FUZZING 2023 – Proceedings

Message from the Organizers
It is our great pleasure to welcome you to the 2nd International Workshop on Fuzzing (FUZZING 2023), co-located with ISSTA in Seattle, Washington, USA on 17 July 2023. This workshop is the continuation of last year's successful inauguration workshop that introduced a preregistration-based publication process to our community. Similar to last year, this workshop hosts the presentations of the accepted drafts of the registered reports that were accepted as part of the first stage in a two-stage publication process. In the first stage, the program committee (PC) evaluates all submissions based on: (i) the significance and novelty of the hypotheses or techniques and (ii) the soundness and reproducibility of the methodology specified to validate the claims or hypotheses -- but explicitly not based on the strength of the (preliminary) results. These draft registered reports are presented and improved at the FUZZING 2023 workshop in Seattle.

Keynotes

Three Colours of Fuzzing: Reflections and Open Challenges (Keynote)
Cristian Cadar

(Imperial College London, UK)
In this talk, I will reflect on my experiences designing and applying different forms of fuzzing (whitebox, greybox and blackbox) to various types of software (file processing applications, network servers, compilers, document readers, etc.) and software engineering problems (patch testing, test suite augmentation, etc.)
While the goal of fuzzing is to find bugs, our objective as fuzzing researchers and practitioners should be to improve the reliability, security and quality of software. I therefore argue that we need to pay closer attention to how fuzzing is integrated into the software development process and how we can use fuzzing to help with other software engineering tasks.

Publisher's Version

Rich Coverage Signal and the Consequences for Scaling (Keynote)
Kostya Serebryany

(Google, USA)
Most existing fuzzing tools use edge coverage to identify interesting inputs and guide the expansion of the corpus. This coverage signal is convenient because it is bounded in size. Once fuzzing discovers all reachable edges, however, this form of coverage stops being useful. To keep providing a useful guidance to the fuzzer we can add additional signals, such as call stacks, bounded execution paths, arguments to comparison instructions, and signals derived from anomaly detection. Most of these signals can generate a large amount of data that the fuzzer needs to deal with which can have a drastic impact on the computational resources required. It is still tempting to use these rich signals. In the SiliFuzz project we have used rich coverage signals to uncover bugs that were hidden otherwise. In this talk we will discuss approaches to scaling fuzzing with rich coverage signals in a new fuzzing engine called Centipede.

Publisher's Version

Registered Reports

Grammar Mutation for Testing Input Parsers (Registered Report)
Bachir Bendrissou

, Cristian Cadar

, and Alastair F. Donaldson

(Imperial College London, UK)
Grammar-based fuzzing is an effective method for testing programs that consume structured inputs, particularly input parsers.

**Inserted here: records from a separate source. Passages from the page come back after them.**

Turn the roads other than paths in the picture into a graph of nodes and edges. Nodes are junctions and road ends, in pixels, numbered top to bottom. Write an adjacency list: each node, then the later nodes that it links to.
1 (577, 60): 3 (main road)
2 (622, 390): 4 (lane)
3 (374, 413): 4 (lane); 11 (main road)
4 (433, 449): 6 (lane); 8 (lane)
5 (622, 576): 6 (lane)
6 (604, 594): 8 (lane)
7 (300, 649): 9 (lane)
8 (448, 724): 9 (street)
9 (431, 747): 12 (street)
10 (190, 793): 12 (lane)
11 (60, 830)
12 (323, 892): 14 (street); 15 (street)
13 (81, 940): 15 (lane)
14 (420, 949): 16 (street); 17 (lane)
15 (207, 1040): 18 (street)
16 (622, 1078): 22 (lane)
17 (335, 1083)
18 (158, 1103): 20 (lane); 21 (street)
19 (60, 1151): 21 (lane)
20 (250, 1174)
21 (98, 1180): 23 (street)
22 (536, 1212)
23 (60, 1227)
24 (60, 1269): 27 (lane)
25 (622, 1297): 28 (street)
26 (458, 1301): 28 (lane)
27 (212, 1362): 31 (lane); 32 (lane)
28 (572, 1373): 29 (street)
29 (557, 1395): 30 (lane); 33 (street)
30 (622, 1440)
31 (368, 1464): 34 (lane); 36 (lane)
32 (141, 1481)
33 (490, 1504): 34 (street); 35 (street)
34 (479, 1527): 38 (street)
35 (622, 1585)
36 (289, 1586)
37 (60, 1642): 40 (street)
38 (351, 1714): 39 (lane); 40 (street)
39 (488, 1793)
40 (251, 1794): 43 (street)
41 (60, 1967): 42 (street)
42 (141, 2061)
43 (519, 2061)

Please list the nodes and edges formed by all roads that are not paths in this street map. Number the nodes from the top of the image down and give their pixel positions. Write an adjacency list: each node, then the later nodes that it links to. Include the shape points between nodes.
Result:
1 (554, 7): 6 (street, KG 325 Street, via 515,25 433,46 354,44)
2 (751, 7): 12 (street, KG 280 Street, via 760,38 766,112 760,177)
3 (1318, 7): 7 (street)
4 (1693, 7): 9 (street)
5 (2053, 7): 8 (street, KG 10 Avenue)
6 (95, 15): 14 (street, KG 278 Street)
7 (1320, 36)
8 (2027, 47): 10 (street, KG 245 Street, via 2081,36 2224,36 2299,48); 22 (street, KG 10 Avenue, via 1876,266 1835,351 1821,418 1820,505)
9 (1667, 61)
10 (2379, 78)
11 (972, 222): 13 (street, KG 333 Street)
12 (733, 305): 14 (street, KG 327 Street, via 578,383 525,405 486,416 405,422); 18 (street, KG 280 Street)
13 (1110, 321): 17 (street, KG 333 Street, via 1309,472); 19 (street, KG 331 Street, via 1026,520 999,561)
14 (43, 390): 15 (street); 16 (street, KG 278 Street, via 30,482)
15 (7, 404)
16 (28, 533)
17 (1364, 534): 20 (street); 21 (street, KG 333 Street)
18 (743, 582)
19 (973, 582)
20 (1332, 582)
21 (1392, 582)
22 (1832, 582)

A prerequisite of this method is to have a specification of the input format in the form of a grammar. Consequently, the success of a grammar-based fuzzing campaign is highly dependent on the available grammar. If the grammar does not accurately represent the input format, or if the system under test (SUT) does not conform strictly to that grammar, there may be an impedance mismatch between inputs generated via grammar-based fuzzing and inputs accepted by the SUT. Even if the SUT has been designed to strictly conform to the grammar, the SUT parser may exhibit vulnerabilities that would only be triggered by slightly invalid inputs. Grammar-based fuzzing, by construction, will not yield such edge case inputs. To overcome these limitations, we present Gmutator, an approach that mutates an input grammar and leverages the Grammarinator fuzzer to produce inputs conforming to the mutated grammars. As a result, Gmutator can find inputs that do not conform to the original grammar but are (wrongly) accepted by an SUT. In addition, Gmutator-generated inputs have the potential to increase SUT code coverage compared with the standard approach. We present preliminary results applying Gmutator to two JSON parsing libraries, where we are able to identify a few inconsistencies and observe an increase in covered code. We propose a plan for a full experimental evaluation over four different input formats—JSON, XML, URL and Lua—and twelve SUTs (three per input format).

Publisher's Version

Novelty Not Found: Adaptive Fuzzer Restarts to Improve Input Space Coverage (Registered Report)
Nico Schiller

, Xinyi Xu

, Lukas Bernhard

, Nils Bars

, Moritz Schloegel

, and Thorsten Holz

(CISPA Helmholtz Center for Information Security, Germany)
Feedback-driven greybox fuzzing is one of the cornerstones of modern bug detection techniques. Its flexibility, automated nature, and effectiveness render it an indispensable tool for making software more secure. A key feature that enables its impressive performance is coverage feedback, which guides the fuzzer to explore different parts of the program. The most prominent way to use this feedback is novelty search, in which the fuzzer generates new inputs and only keeps those that have exercised a new program edge. This is grounded in the assumption that novel coverage is a proxy for interestingness. Bolstered by its widespread success, it is easy to overlook its limitations. Particularly the phenomenon of input shadowing, situations in which an “interesting” input is discarded because it does not contribute novel coverage, needs to be considered. This phenomenon limits the explorable input space and risks missing bugs when shadowed inputs are more amenable to mutations that would trigger bugs.
In this work, we analyze input shadowing in more detail and find that multiple fuzzing runs of the same target exhibit a different basic block hit frequency despite overlapping code coverage. In other words, different fuzzing runs may find the same set of basic blocks but one might exercise specific basic blocks significantly more often than the other, and vice versa. To better distribute the frequency, we propose restarting the fuzzer to reset the fuzzing state, diversifying the fuzzer’s attention across basic blocks. Our preliminary evaluation of three Fuzzbench targets finds that fuzzer restarts effectively distribute the basic block hit frequencies and boost the achieved coverage by up to 9.3%.

Publisher's Version

DiPri: Distance-Based Seed Prioritization for Greybox Fuzzing (Registered Report)
Ruixiang Qian

, Quanjun Zhang

, Chunrong Fang

, and Zhenyu Chen

(Nanjing University, China)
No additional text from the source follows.